Os dois cirurgiões criaram uma instituição de caridade chamada Gemini Untwined para reunir pesquisas e informações sobre gêmeos siameses e ajudar a arrecadar dinheiro para futuras operações.

"O que gostaríamos é não ter esse atraso potencialmente prejudicial no tratamento de crianças e um braço de pesquisa que nos forneça mais informações", diz Dunaway.
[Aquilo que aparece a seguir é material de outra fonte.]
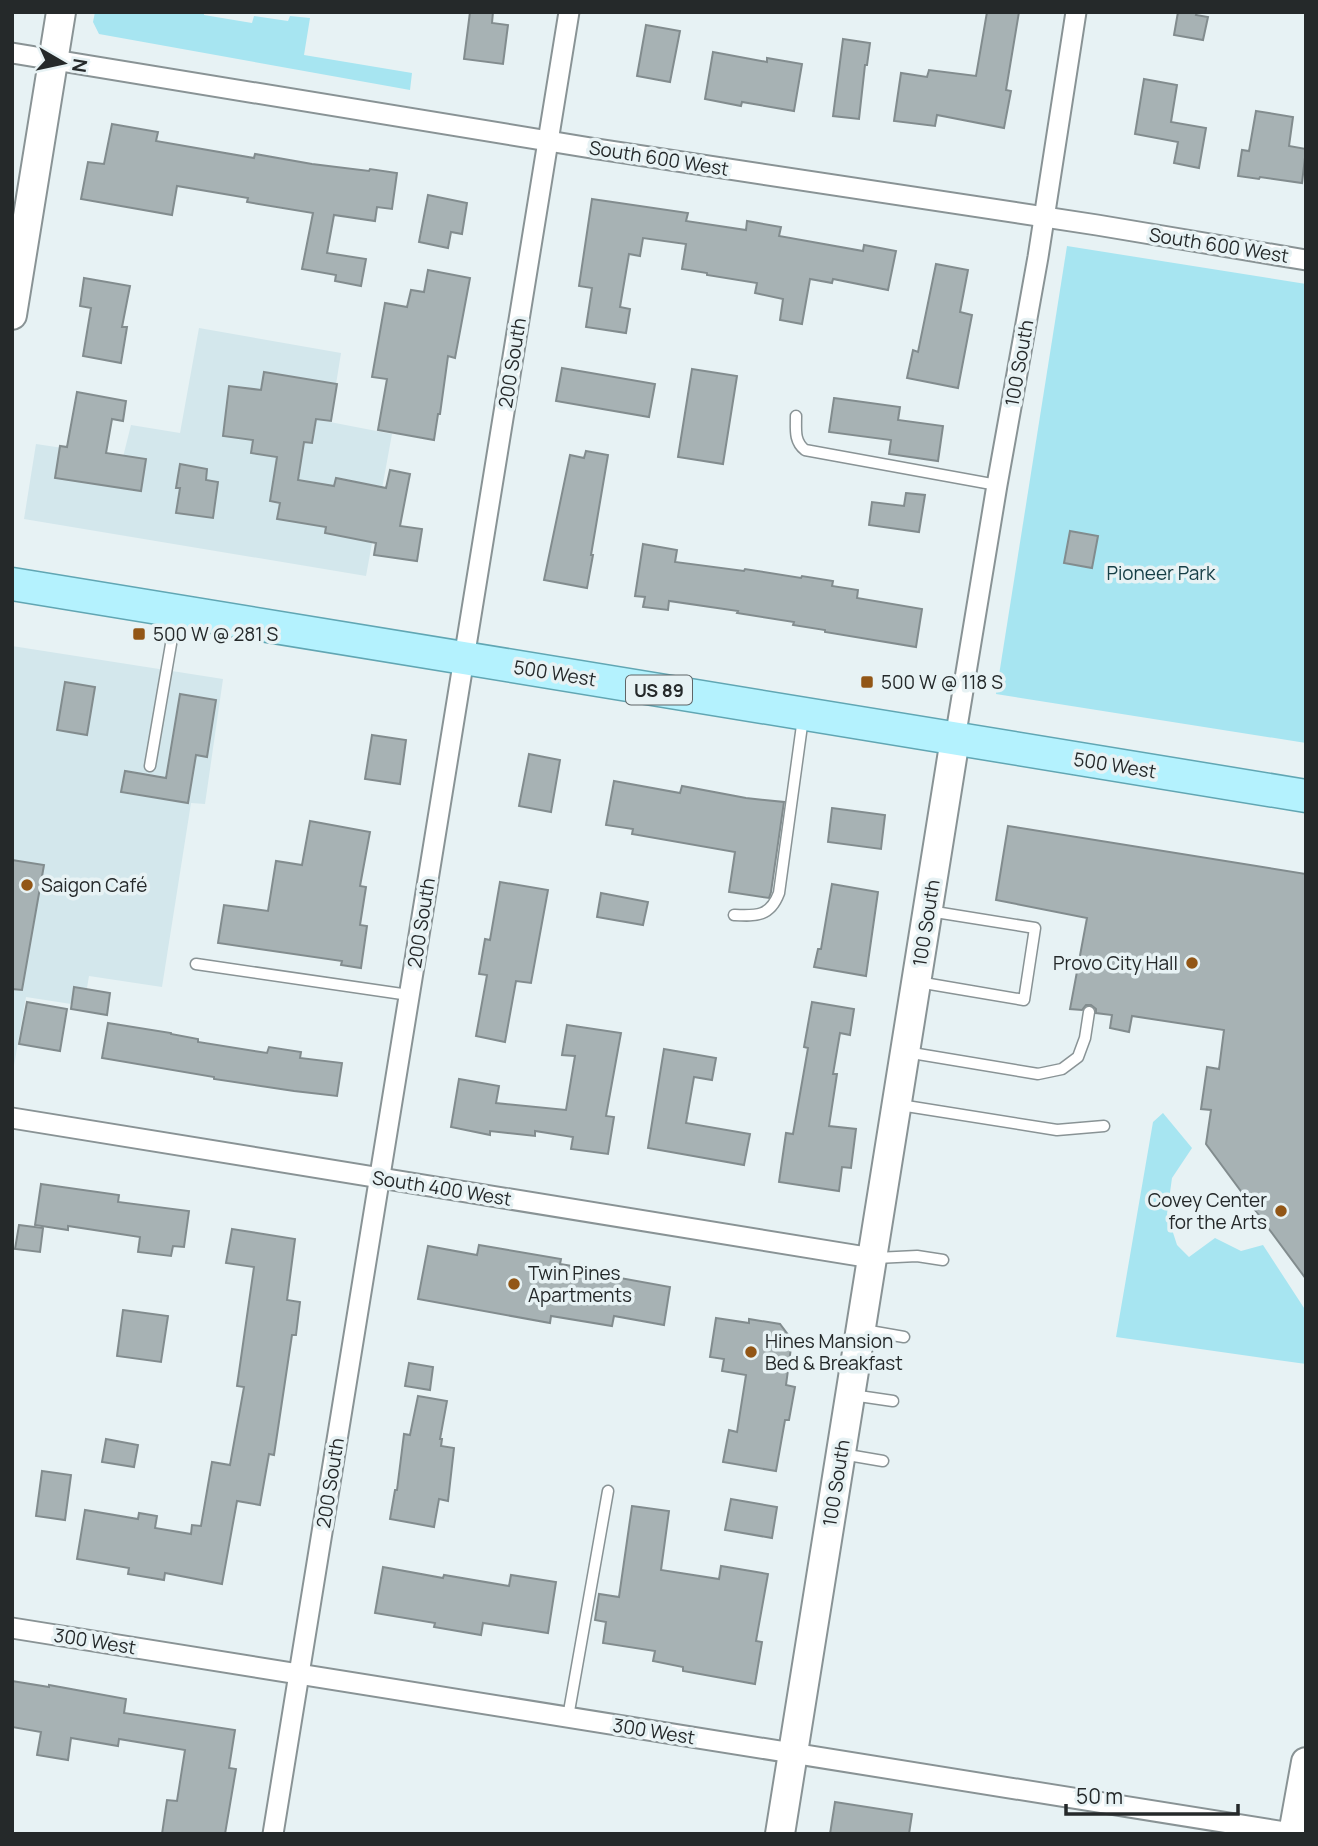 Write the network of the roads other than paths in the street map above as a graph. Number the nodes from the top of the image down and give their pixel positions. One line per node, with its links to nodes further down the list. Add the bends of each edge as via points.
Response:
1 (61, 12): 5 (street)
2 (569, 12): 6 (street, 200 South)
3 (1076, 12): 7 (street, 100 South)
4 (12, 53): 5 (street, South 600 West)
5 (54, 60): 6 (street, South 600 West); 9 (street)
6 (548, 141): 7 (street, South 600 West); 14 (street, 200 South)
7 (1044, 217): 8 (street, South 600 West); 11 (street, 100 South)
8 (1306, 260)
9 (12, 315)
10 (796, 416): 11 (lane, via 796,438 805,450)
11 (997, 485): 16 (street, 100 South)
12 (12, 584): 13 (main road, 500 West / US 89)
13 (177, 611): 14 (main road, 500 West / US 89); 17 (lane)
14 (465, 658): 15 (main road, 500 West / US 89); 23 (street, 200 South)
15 (804, 714): 16 (main road, 500 West / US 89); 20 (lane, via 779,893 762,914)
16 (955, 739): 18 (main road, 500 West / US 89); 19 (street, 100 South)
17 (150, 766)
18 (1306, 796)
19 (928, 911): 22 (street, 100 South); 22 (lane, via 1035,928 1024,1000)
20 (734, 915)
21 (196, 964): 23 (lane)
22 (917, 982): 25 (street, 100 South)
23 (409, 995): 29 (street, 200 South)
24 (1089, 1012): 25 (lane, via 1078,1057 1062,1069 1038,1074)
25 (905, 1052): 26 (street, 100 South)
26 (896, 1105): 28 (lane, via 1057,1130); 30 (street, 100 South)
27 (12, 1118): 29 (street, South 400 West)
28 (1104, 1126)
29 (380, 1178): 30 (street, South 400 West); 40 (street, 200 South)
30 (872, 1258): 31 (lane); 32 (street, 100 South)
31 (943, 1260)
32 (860, 1330): 33 (lane); 34 (street, 100 South)
33 (904, 1337)
34 (850, 1394): 35 (lane); 36 (street, 100 South)
35 (893, 1401)
36 (841, 1454): 37 (lane); 42 (street, 100 South)
37 (883, 1461)
38 (608, 1491): 41 (lane)
39 (12, 1628): 40 (street, 300 West)
40 (300, 1674): 41 (street, 300 West); 44 (street, 200 South)
41 (568, 1717): 42 (street, 300 West)
42 (793, 1754): 45 (street, 100 South); 46 (street, 300 West)
43 (1306, 1762): 46 (street)
44 (273, 1834)
45 (779, 1834)
46 (1295, 1834)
"Há tantas coisas que não sabemos sobre gêmeos siameses, achamos que estamos fazendo as coisas da forma certa, mas precisamos entender isso de uma maneira científica."

Recuperação

O dia da alta finalmente chegou para Safa e Marwa. Já se passaram quase cinco meses desde que foram separadas, e tem sido uma recuperação longa e lenta para as meninas. Ambas precisaram de enxertos de pele na parte de trás de suas cabeças. E elas têm feito fisioterapia diariamente para ajudá-las a alcançar alguns marcos fundamentais - aprender a rolar, a sentar e a manter a cabeça erguida.

Sua mãe as veste em trajes vermelhos e dourados para celebrar a ocasião. Marwa ri e se contorce na cama enquanto seu avô faz cócegas nela.

Safa se reveza entre imitar seu tio e bater em um tambor. Ainda há um longo caminho a percorrer, mas elas estão progredindo e começando a recuperar sua capacidade de brincar.

Quando chega a hora de deixar o hospital, a mãe chora enquanto abraça as enfermeiras e médicos que cuidaram de suas filhas. Dunaway aparece para dizer adeus, e Jeelani vem direto da sala de cirurgia, bem a tempo de sair do hospital com todos. Seu vínculo com a família é evidente, e o orgulho que sente ao ver as meninas recuperadas está estampado em seu rosto.

Safa, Marwa e sua família ficarão em Londres por pelo menos mais seis meses, enquanto as meninas fazem mais fisioterapia e exames, mas o plano é voltar para o Paquistão no início de 2020.

Quando deixam o hospital que tem sido seu lar nos últimos 11 meses, Zainab está segura de que separar as meninas era o correto a fazer. "Estou muito feliz. Com a graça de Deus, posso segurar uma por uma hora e, depois, a outra. Deus respondeu às nossas orações."